_Your objective_: The records are to be copied word for word, and the pictures dropped.

(Collected data)
═══

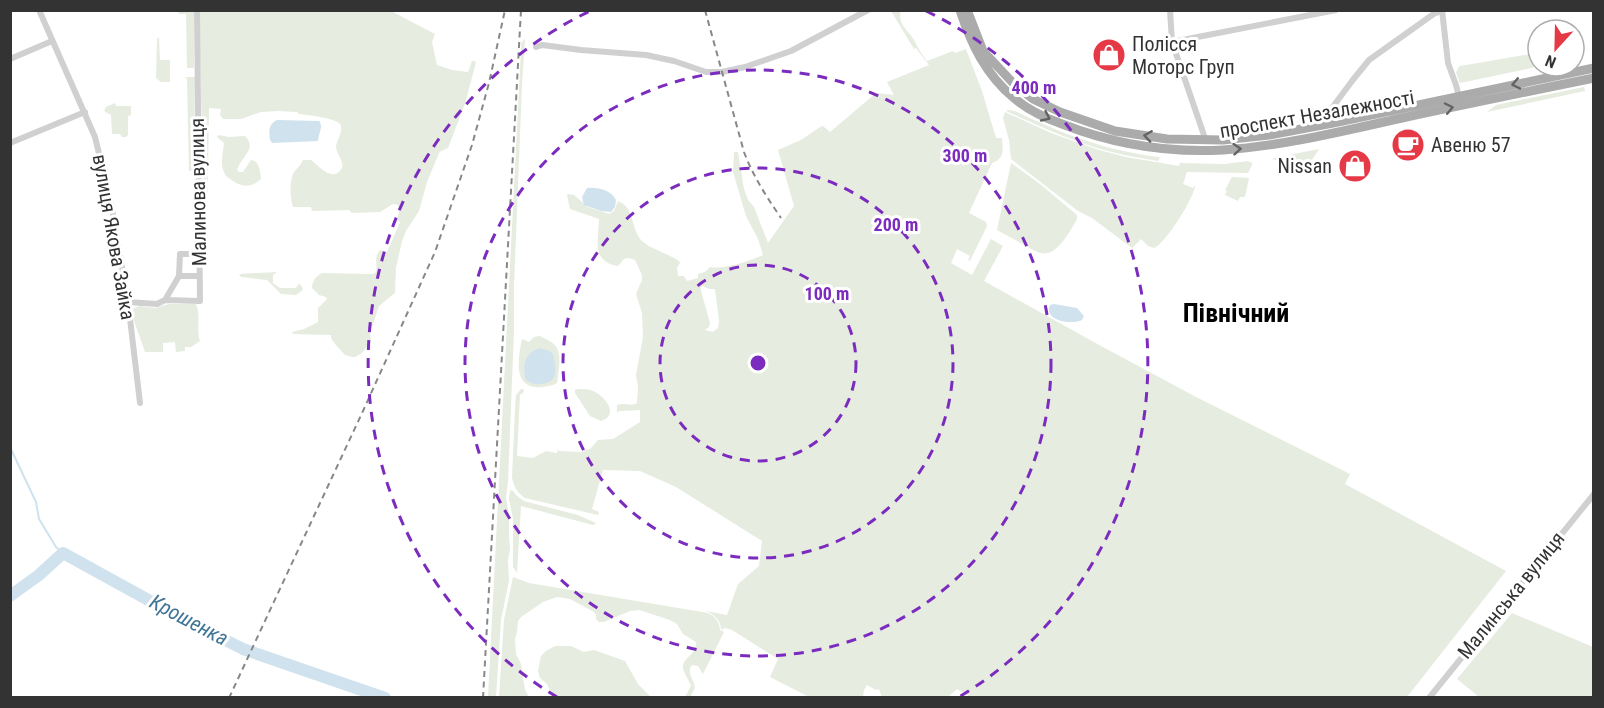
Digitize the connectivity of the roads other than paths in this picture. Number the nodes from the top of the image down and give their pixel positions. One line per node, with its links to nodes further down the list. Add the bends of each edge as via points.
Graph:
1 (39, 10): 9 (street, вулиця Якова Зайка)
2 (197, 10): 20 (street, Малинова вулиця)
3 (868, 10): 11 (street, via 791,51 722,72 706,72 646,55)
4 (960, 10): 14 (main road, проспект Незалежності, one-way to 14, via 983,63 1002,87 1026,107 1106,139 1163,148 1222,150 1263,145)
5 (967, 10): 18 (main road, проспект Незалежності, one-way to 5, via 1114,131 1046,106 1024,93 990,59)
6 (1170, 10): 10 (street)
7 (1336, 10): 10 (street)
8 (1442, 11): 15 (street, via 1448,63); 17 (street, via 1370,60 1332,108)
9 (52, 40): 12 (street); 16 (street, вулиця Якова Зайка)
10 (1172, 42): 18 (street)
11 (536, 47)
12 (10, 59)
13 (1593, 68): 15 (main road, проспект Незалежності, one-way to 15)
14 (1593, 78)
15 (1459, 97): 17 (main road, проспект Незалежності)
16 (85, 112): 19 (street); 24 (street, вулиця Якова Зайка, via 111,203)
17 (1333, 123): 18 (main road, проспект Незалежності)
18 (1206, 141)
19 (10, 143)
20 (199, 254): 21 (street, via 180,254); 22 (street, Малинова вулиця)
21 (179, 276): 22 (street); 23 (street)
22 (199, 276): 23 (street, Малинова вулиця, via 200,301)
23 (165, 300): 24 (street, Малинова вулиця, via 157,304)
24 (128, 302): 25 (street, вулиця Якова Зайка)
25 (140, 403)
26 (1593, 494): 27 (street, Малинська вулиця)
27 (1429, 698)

═══

_Written response_:
Digitize the connectivity of the roads other than paths in this picture. Number the nodes from the top of the image down and give their pixel positions. One line per node, with its links to nodes further down the list. Add the bends of each edge as via points.
Graph:
1 (39, 10): 9 (street, вулиця Якова Зайка)
2 (197, 10): 20 (street, Малинова вулиця)
3 (868, 10): 11 (street, via 791,51 722,72 706,72 646,55)
4 (960, 10): 14 (main road, проспект Незалежності, one-way to 14, via 983,63 1002,87 1026,107 1106,139 1163,148 1222,150 1263,145)
5 (967, 10): 18 (main road, проспект Незалежності, one-way to 5, via 1114,131 1046,106 1024,93 990,59)
6 (1170, 10): 10 (street)
7 (1336, 10): 10 (street)
8 (1442, 11): 15 (street, via 1448,63); 17 (street, via 1370,60 1332,108)
9 (52, 40): 12 (street); 16 (street, вулиця Якова Зайка)
10 (1172, 42): 18 (street)
11 (536, 47)
12 (10, 59)
13 (1593, 68): 15 (main road, проспект Незалежності, one-way to 15)
14 (1593, 78)
15 (1459, 97): 17 (main road, проспект Незалежності)
16 (85, 112): 19 (street); 24 (street, вулиця Якова Зайка, via 111,203)
17 (1333, 123): 18 (main road, проспект Незалежності)
18 (1206, 141)
19 (10, 143)
20 (199, 254): 21 (street, via 180,254); 22 (street, Малинова вулиця)
21 (179, 276): 22 (street); 23 (street)
22 (199, 276): 23 (street, Малинова вулиця, via 200,301)
23 (165, 300): 24 (street, Малинова вулиця, via 157,304)
24 (128, 302): 25 (street, вулиця Якова Зайка)
25 (140, 403)
26 (1593, 494): 27 (street, Малинська вулиця)
27 (1429, 698)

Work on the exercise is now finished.